The skull found Thursday in an old house in Coeymans belonged to a white woman between the ages of 30 and 50 who might have been scalped, but a shroud of mystery continues to veil what might have been a murder.
A New York State Museum scientist said Monday that markings found on top of the skull could be consistent with scalping, but that is not a certainty.
“The cuts on the skull didn’t heal.
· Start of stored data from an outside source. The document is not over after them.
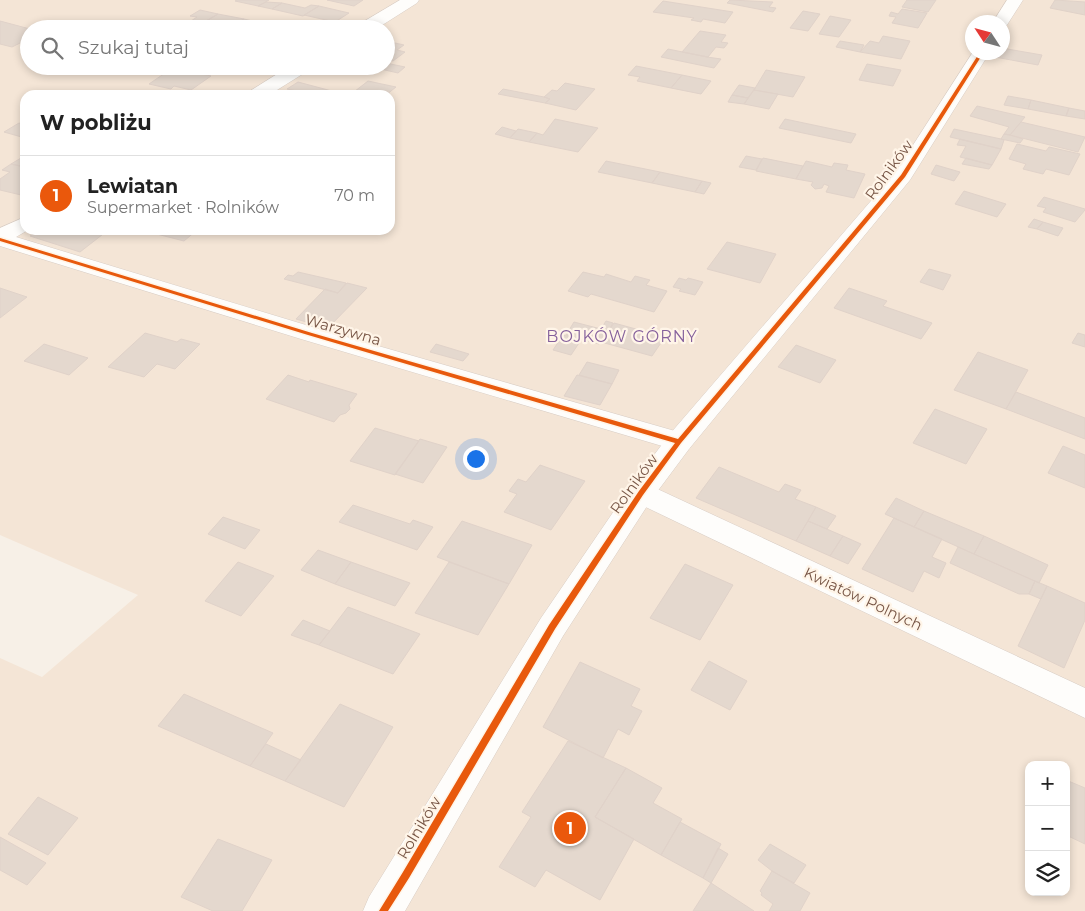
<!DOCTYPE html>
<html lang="pl">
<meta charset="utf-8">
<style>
body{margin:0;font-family:Montserrat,sans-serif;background:#f2f2f2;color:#222}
.controls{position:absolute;right:15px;bottom:15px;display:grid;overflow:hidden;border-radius:10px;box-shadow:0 2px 8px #0003}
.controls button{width:45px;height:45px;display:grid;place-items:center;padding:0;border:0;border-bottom:1px solid #e0e0e0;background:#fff;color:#222;font:25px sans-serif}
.compass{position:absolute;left:965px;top:15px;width:45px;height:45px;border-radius:50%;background:#fff;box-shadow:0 2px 8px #0003;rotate:306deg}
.you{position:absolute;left:475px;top:458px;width:18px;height:18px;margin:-12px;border:4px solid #fff;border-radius:50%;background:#1a73e8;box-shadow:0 0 0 8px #1a73e833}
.badge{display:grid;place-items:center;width:32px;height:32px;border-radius:50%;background:#ea580c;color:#fff;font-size:16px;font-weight:700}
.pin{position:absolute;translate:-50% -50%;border:2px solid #fff;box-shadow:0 1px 5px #0006}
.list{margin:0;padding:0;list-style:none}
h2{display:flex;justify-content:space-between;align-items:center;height:65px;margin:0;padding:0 20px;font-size:21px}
h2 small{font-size:16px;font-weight:400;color:#767676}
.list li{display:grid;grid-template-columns:32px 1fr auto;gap:15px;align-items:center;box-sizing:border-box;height:80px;padding:0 20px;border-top:1px solid #e0e0e0}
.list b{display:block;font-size:19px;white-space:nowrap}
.list p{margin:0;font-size:16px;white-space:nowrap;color:#767676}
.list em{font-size:16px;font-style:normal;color:#767676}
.icon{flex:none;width:28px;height:28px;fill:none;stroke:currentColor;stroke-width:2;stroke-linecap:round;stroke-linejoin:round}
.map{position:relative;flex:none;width:1085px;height:911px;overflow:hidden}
.search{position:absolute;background:#fff;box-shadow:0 2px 8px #0003;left:20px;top:20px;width:375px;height:55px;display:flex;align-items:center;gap:12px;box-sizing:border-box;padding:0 18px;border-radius:28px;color:#767676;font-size:19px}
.panel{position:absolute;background:#fff;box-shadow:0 2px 8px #0003;left:20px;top:90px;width:375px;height:145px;border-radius:15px}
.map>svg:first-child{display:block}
.residential{fill:#f4e5d6;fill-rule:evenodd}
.building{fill:#e4d8ce;stroke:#e0d2c9}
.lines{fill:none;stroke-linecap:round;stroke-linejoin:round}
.street-casing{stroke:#d8cdc5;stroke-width:1}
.secondary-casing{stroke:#d8ccc3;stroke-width:1}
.street{fill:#fefdfb;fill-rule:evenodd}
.secondary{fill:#fefdfb;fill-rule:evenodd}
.cycleway-casing{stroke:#fff5e8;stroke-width:3}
.cycleway{fill:#e8590c;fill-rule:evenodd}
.labels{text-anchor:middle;stroke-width:4.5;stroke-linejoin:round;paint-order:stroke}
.street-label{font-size:15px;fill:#775545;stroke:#fff5e8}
.neighbourhood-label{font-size:16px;letter-spacing:1px;fill:#85609c;stroke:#fff5e8}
</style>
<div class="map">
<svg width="1085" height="911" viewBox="0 0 1085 911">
<rect width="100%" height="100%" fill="#f7f0e7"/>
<path class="residential" d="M0 0H1085V911H0V658L42 677 138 595 0 535ZM972 22H1002V52H972ZM29 29H386V66H29ZM25 95H390V230H25ZM1029 765H1066V892H1029Z"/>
<path class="building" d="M237 0H269L258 6 235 1Z
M327 0H363L354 6Z
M730 0 773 2 769 7 776 8 773 12 727 3Z
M907 0H936L928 12 902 7Z
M1055 0 1085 2V15L1050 8Z
M663 1 733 12 725 23 703 19 701 22 691 20 694 18 653 12Z
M266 2 282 3 272 9 258 6Z
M282 3 305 8 311 5 319 6 303 16 272 9Z
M319 6 349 13 335 22 304 15Z
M902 9 927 13 918 28 892 23 896 17 889 16 891 12 898 14Z
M200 10 218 14 201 24 191 21 197 17 190 16Z
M803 11 820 14 808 31 790 28Z
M218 14 244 19 229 29 201 24Z
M830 16 851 20 839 37 819 34Z
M244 19 257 22 250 27 236 24Z
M0 21 30 29 29 41H24L12 47 0 44Z
M257 22 281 27 269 29 253 25Z
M700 31 726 35 721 42 728 43 724 48 716 47 708 57 682 52Z
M883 36 910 41 901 59 860 52 870 41 879 43Z
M386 41 404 45 397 50 405 52 393 61 386 59Z
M840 41 864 45 860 52 836 47Z
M1002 48 1013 50 1042 55 1038 65 995 57 997 52H1002Z
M668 49 707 57 721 59 714 68 661 57Z
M386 63 405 67 398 73 372 67 386 66Z
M867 64 901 70 893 86 859 80Z
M636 66 682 75 671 88 637 81 640 77 628 75Z
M766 70 805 77 793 97 754 90Z
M168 71 185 74 189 71 211 76 191 90 174 86 171 89 149 84Z
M682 75 711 81 701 94 671 88Z
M368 81 396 87 386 95H350Z
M298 82 343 94 346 91 353 93 350 95H315L287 89Z
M565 83 595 89 576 110 545 103 550 99 544 97 552 90 557 91Z
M739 85 755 88 748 98 732 95Z
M503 89 544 97 550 99 545 103 498 94Z
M754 90 778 94 769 109 744 104Z
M732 95 748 98 744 104 728 102Z
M1008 96 1031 100 1028 109 1004 105Z
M1031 100 1069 108 1066 116 1028 109Z
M977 106 1025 117 1010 135 1004 134 1009 127 970 116Z
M1069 108 1085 111V119L1066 116Z
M555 119 598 128 578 152 529 142 537 133 543 135Z
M785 119 856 134 851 143 779 128Z
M1021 122 1085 137 1078 152 1010 135Z
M19 123 25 125V138L4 132Z
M502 127 516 131 510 138 495 134Z
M518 129 537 133 529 142 510 138Z
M954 129 1001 139 1004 140 1001 149 950 137Z
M1004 134 1010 135 1023 139 1020 143 1001 139Z
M960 139 1001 149 992 165 960 157 966 146 957 145Z
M1017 144 1046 151 1049 147 1080 154 1069 175 1046 169 1043 174 1023 169 1026 164 1009 159Z
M746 156 762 159 756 170 739 167Z
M21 158 25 159V167L11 164Z
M763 158 803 166 796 179 756 171Z
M966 158 992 165 989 169 962 164Z
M606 161 660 172 652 183 598 172Z
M806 161 832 167 834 163 848 165 846 170 865 174 854 198 826 192 829 186 824 184 822 188 815 189 811 185 813 182 796 179Z
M11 164 25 167V193L21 195 0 190V179L10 172 2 170Z
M936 165 960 172 954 181 931 174Z
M660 172 702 181 695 192 652 183Z
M702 181 711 183 704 194 695 192Z
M964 191 1006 204 997 217 955 204Z
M1044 197 1085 209V210L1075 222 1043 212 1046 208 1037 206Z
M1034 219 1043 222 1037 229 1028 227Z
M1043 222 1063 228 1058 236 1037 229Z
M40 230H101L107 231 80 252 30 236Z
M141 230H197L184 241Z
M727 242 776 254 760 283 707 269Z
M929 269 951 275 943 290 920 282Z
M298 272 346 283 338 293 284 279 288 275 293 276Z
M583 272 604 277 606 274 631 282 635 276 650 280 646 285 667 291 654 312 591 294 588 297 568 291Z
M679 278 686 280 688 278 703 282 695 295 679 291 681 289 673 287Z
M347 283 367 288 328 328 296 319 325 289 338 293Z
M0 288 27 297 0 318Z
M849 288 887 301 883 306 932 323 921 339 834 308Z
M606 321 613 323 608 332 601 329Z
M574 322 601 329 608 332 599 344 566 335Z
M614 323 665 337 652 356 601 342Z
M145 333 177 342 181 339 200 344 175 369 157 364 144 377 108 367Z
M1078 333 1085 335V347L1072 343Z
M563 335 581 340 571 355 553 350Z
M44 344 88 358 69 375 24 361Z
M436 344 469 354 463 361 430 352Z
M796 345 836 360 820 383 778 367Z
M978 352 1028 370 1006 409 954 390Z
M587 362 619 370 612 384 579 375Z
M288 375 309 382 310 380 357 394 349 405 350 409 346 413 340 415 334 422 266 399Z
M577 375 612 384 600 405 564 396Z
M1016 392 1085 418V439L1006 409Z
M935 409 987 429 966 464 913 443Z
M375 428 419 441 395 475 350 461Z
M420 439 447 447 423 483 395 474Z
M1063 446 1085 455V488L1048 473Z
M540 465 585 481 551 530 504 512 517 494 509 491 518 479 526 482Z
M719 467 779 492 785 484 801 490 795 499 816 507 796 541 696 498Z
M896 498 924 511 914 527 885 514Z
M353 505 410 524 413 520 433 527 417 550 339 522Z
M816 507 836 516 827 529 808 521Z
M924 511 984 536 974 554 914 527Z
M223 517 260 530 245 549 208 534Z
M894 518 942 539 932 557 946 563 939 578 924 571 913 592 862 569Z
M462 521 532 545 509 584 437 557Z
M808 521 843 536 830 556 796 541Z
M843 536 861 544 848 564 830 556Z
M984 536 1048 565 1039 583 974 554Z
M958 547 1035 581 1029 594H1019L950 563Z
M318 550 351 562 335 584 301 570Z
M238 562 274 576 241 616 205 601Z
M351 562 410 583 395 606 335 584Z
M449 562 509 584 478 635 415 613Z
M685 564 733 585 700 640 650 618Z
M1035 581 1047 586 1041 599 1029 594Z
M1047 586 1085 603V620L1064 668 1018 646Z
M348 607 420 634 393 674 319 645Z
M303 620 330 631 319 645 291 635Z
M709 661 747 681 730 710 691 690Z
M580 662 640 689 631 706 642 711 629 735 618 729 603 758 543 727Z
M184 694 273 733 250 766 158 726Z
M340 704 393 727 344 807 285 781Z
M568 741 626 768 595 817 634 839 600 900 546 870 535 887 499 867 531 817 522 812Z
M266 744 301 760 285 781 250 766Z
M626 768 662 788 653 803 682 819 661 855 595 817Z
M1066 780 1085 788V844L1066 835Z
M38 797 78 818 48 855 8 834Z
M680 822 721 844 703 878 661 855Z
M0 837 46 863 27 885 0 870Z
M218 839 272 860 242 911H213L181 897Z
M770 844 806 865 794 883 772 871 758 860Z
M718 848 728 854 711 883 703 878Z
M772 871 810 893 800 911H769L773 904 761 895 762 893 760 891Z
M711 883 754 911H693Z"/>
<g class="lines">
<g class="street-casing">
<path id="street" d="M400 0H419L417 3 376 29H356L358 25Z
M290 66H312L309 70 269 95H247L250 91Z
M25 217V230H28L16 237 319 329 689 435 693 442 689 449 679 451 301 339 0 246V228Z
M641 483 651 486 1085 688V718L631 500 627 493 631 486Z"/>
</g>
<g class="secondary-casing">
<path id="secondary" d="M1007 0H1023L1007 25 1002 27V22H993Z
M973 52H990L910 180 689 449 651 500 563 636 405 911H363L369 897 541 618 631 486 669 435 895 173Z"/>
</g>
<use href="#street" class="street"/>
<use href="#secondary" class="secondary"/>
<g class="cycleway-casing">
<path id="cycleway" d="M980 52H984L905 177 681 443 643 495 555 629 409 878 388 911H379L403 872 549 625 639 491 675 443 308 335 0 241V238L312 333 678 439 901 175Z"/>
</g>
<use href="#cycleway" class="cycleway"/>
</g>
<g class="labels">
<g class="street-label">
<text transform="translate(889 170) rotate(-54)" y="5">Rolników</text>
<text transform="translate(343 330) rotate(16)" y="5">Warzywna</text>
<text transform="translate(634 484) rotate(-54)" y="5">Rolników</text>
<text transform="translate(863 599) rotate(25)" y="5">Kwiatów Polnych</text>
<text transform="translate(419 828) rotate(-59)" y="5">Rolników</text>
</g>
<g class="neighbourhood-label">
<text x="622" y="342">BOJKÓW GÓRNY</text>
</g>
</g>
</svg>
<div class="controls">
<button>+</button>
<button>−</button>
<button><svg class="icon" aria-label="layers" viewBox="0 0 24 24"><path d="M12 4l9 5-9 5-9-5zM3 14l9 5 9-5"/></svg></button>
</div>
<svg class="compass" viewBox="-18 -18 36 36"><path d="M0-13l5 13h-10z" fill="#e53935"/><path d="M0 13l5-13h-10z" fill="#767676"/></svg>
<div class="you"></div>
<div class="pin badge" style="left:570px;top:828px">1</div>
<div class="search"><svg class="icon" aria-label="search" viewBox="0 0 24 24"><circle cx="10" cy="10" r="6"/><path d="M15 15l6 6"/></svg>Szukaj tutaj</div>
<section class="panel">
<h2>W pobliżu<small></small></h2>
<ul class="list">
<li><span class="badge">1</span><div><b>Lewiatan</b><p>Supermarket · Rolników</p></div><em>70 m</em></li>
</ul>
</section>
</div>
We don’t know if it was a scalping, but we haven’t ruled it out,” said Vanessa Dale, a bioarchaeologist at the New York State Museum, as she pointed out several fine lines that appeared cut into the smooth surface of the skull.
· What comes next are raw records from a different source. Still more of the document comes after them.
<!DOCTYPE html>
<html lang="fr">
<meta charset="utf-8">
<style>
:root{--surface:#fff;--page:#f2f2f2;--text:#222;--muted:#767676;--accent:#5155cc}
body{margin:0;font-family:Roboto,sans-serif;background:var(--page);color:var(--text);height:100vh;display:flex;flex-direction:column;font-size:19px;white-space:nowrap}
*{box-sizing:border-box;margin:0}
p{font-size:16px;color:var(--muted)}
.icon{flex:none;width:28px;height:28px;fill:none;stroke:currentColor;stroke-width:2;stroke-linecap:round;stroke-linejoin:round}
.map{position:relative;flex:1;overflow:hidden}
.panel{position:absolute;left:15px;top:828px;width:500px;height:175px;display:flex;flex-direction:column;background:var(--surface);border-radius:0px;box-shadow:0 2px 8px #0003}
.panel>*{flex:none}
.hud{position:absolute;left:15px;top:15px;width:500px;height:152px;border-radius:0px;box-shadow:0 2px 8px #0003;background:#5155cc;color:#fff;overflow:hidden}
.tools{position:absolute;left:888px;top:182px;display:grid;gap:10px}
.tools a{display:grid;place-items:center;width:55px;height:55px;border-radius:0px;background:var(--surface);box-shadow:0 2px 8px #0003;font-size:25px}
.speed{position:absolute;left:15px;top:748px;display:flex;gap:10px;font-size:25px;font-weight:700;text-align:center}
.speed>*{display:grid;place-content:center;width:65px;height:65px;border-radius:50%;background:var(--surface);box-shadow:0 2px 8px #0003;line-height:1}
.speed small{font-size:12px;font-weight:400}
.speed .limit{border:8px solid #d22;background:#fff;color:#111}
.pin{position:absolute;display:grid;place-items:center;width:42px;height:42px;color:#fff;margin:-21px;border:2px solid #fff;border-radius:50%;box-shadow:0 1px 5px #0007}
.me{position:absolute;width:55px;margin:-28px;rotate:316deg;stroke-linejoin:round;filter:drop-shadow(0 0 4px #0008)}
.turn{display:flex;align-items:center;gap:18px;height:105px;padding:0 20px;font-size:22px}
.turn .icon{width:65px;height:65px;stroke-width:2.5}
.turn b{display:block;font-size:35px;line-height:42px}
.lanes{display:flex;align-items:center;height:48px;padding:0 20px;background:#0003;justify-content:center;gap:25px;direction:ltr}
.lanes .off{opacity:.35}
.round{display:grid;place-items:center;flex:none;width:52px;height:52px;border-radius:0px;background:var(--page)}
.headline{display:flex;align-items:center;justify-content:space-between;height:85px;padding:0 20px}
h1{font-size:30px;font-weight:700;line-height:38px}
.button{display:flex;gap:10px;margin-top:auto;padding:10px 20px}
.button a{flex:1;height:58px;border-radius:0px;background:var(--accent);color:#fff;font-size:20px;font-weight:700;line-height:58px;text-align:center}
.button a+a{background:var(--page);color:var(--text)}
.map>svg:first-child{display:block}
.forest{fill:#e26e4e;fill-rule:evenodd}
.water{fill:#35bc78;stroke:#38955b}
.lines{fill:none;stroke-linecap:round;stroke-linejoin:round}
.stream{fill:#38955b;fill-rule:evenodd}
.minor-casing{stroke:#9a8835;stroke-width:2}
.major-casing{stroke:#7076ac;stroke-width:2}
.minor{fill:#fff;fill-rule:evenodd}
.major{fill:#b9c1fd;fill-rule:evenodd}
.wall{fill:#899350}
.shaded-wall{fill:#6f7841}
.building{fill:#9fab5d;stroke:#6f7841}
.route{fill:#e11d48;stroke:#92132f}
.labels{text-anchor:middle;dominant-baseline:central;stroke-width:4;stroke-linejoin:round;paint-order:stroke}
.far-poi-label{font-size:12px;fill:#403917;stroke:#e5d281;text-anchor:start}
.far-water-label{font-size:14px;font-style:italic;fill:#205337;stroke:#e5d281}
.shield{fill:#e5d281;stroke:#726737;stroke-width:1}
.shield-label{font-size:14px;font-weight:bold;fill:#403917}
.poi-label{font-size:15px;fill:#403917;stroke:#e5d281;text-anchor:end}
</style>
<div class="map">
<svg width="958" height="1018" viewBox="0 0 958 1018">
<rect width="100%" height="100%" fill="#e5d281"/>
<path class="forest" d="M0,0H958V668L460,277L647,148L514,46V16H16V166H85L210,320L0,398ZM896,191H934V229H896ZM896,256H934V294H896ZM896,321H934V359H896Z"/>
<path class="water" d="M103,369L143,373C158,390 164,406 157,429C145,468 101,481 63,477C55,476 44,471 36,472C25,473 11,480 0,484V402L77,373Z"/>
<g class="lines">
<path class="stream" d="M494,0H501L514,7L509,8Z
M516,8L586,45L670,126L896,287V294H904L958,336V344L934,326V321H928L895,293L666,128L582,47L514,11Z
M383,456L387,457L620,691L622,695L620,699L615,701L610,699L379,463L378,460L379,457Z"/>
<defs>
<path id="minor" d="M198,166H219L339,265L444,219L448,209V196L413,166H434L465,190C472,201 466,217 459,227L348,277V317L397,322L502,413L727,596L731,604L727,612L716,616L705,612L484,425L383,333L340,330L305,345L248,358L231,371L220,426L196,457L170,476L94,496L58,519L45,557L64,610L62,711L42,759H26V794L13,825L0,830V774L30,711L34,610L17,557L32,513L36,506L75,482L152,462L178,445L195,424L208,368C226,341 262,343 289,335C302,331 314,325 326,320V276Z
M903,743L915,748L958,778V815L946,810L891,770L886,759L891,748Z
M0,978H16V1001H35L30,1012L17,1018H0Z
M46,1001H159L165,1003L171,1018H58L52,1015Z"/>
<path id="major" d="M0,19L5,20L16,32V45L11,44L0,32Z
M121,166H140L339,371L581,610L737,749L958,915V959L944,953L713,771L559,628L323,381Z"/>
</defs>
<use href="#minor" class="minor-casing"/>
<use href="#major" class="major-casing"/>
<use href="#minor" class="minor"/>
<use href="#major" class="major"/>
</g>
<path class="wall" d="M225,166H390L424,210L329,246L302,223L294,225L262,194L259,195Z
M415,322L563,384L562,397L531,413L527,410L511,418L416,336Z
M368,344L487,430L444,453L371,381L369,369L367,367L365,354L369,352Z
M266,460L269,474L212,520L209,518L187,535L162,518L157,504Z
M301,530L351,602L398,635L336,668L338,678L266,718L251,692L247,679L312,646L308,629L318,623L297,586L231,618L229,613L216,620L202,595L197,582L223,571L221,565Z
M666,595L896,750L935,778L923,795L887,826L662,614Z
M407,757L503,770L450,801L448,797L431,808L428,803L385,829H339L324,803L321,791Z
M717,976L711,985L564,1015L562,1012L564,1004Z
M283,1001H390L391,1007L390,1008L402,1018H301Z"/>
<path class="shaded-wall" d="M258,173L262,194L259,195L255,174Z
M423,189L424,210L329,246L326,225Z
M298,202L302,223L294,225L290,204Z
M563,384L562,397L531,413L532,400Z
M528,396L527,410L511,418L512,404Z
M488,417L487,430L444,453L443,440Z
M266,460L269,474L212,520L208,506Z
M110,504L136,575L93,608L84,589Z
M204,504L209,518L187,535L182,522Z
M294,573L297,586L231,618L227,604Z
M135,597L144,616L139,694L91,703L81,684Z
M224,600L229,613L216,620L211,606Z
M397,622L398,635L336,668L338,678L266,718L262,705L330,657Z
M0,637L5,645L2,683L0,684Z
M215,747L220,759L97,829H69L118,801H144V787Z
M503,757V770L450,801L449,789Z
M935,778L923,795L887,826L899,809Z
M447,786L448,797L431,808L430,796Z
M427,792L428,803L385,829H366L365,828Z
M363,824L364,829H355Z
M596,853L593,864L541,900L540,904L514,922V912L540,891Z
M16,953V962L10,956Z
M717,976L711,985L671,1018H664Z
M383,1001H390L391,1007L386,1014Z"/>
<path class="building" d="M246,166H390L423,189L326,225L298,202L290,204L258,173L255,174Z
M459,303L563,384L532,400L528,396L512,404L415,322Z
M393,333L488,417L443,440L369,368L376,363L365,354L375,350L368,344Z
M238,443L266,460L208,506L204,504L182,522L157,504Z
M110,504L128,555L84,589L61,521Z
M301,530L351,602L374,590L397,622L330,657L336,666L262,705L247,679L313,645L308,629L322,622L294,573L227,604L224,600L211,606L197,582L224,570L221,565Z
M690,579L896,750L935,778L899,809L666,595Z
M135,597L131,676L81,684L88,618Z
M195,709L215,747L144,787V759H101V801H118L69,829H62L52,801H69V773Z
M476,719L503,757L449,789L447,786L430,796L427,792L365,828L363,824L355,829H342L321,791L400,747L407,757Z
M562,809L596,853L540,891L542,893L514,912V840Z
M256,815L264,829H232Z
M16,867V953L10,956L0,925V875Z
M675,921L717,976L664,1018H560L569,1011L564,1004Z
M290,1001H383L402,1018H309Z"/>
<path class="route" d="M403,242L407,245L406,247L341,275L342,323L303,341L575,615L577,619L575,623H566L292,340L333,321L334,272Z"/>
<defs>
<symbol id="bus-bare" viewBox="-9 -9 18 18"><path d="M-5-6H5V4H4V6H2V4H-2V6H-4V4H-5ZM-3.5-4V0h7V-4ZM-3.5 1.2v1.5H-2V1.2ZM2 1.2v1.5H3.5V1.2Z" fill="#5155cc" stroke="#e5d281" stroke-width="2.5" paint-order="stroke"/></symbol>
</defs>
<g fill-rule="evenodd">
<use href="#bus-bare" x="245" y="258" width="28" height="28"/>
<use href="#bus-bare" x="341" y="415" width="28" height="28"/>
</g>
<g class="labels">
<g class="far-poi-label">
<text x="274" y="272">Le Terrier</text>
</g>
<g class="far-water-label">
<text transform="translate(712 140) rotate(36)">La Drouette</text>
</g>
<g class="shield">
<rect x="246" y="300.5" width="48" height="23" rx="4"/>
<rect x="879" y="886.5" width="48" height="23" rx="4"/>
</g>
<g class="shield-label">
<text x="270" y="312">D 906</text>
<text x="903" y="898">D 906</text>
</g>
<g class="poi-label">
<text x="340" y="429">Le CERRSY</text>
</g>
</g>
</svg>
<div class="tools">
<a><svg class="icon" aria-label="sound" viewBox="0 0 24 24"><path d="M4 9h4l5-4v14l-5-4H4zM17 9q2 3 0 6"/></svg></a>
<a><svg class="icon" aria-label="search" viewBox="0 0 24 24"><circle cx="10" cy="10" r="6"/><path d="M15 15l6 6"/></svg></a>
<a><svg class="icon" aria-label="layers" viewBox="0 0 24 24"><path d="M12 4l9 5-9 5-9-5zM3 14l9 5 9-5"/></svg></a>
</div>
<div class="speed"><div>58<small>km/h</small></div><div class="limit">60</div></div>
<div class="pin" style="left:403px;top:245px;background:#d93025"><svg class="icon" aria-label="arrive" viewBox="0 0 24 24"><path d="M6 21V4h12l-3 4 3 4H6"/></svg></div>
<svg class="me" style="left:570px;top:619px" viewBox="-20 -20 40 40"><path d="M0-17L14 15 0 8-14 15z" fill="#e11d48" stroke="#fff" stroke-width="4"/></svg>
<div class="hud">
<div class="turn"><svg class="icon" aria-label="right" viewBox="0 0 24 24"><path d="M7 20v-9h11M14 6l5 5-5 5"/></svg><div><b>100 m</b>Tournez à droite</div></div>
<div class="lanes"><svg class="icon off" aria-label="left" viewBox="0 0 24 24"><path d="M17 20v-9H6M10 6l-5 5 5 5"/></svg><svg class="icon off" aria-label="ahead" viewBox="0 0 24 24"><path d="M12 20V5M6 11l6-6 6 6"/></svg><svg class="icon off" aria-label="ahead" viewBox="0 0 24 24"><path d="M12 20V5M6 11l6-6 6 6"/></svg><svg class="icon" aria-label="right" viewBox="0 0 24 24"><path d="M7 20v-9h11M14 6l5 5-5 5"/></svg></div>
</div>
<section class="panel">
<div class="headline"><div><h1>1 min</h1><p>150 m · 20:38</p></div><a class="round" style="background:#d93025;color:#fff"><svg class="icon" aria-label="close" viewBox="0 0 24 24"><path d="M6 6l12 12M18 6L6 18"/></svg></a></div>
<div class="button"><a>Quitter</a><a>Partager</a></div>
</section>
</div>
Dale and her colleague, Lisa Anderson, curator of bioarchaeology at the museum, said they are not leaping to the conclusion that the woman was scalped.
The lines could have been the result of a medical procedure, even an autopsy, said Anderson.
Yet, Anderson said, scalpings did occur during the French and Indian War and people have been known to survive a scalping.
Dale also pointed out that the teeth on the skull offer some clues.
Some of the teeth are missing, which is something that would occur later in life. Also, some of the back teeth are worn down, which would occur over time and not be seen in a young woman.
The skull appears to be from the 18th century, but it’s difficult to pinpoint exactly how old it is because no artifacts, such as coffin nails, were found with it, said Anderson.
The skull was discovered in the wall of a house at 28 Stone House Hill Road by a contractor who was working on the house. He called police, who turned the skull over to the state museum for testing.
It’s the second time the skull has been found.
Coeymans Police Officer Steve Prokrym, lead investigator on the case, said that in 1971 a contractor working for the former owners of the house uncovered the skull. They too called Coeymans police.
Then-Police Chief John Domonico told the owner (William Pillsbury) to rebury the skull.
The house at 28 Stone House Hill Road was an early trading post.
Questions remain and it might be difficult to determine when, or if, a scalping occurred. “If Henry Hudson was first in the area in 1609, and the Coeymans house was built in 1675, then maybe sometime between 1609 and 1675 might be when this incident could have occurred,” said Prokrym.
Anderson and Dale will do additional testing on the skull, but they said DNA testing on the skull and facial reconstruction of it depend on funding.
For the bioarchaeologists, the skull offers insight into the past. “It’s great that a person from the past ends up in our custody, but this could remain an unsolved mystery,” said Anderson.
“This is a great story and shows the rich culture that New York state and the town of Coeymans holds,” said Coeymans Police Chief Gregory Darlington.
And as for the possible homicide all those years ago in Coeymans, Prokrym said: “We may never know the full history behind the skull.”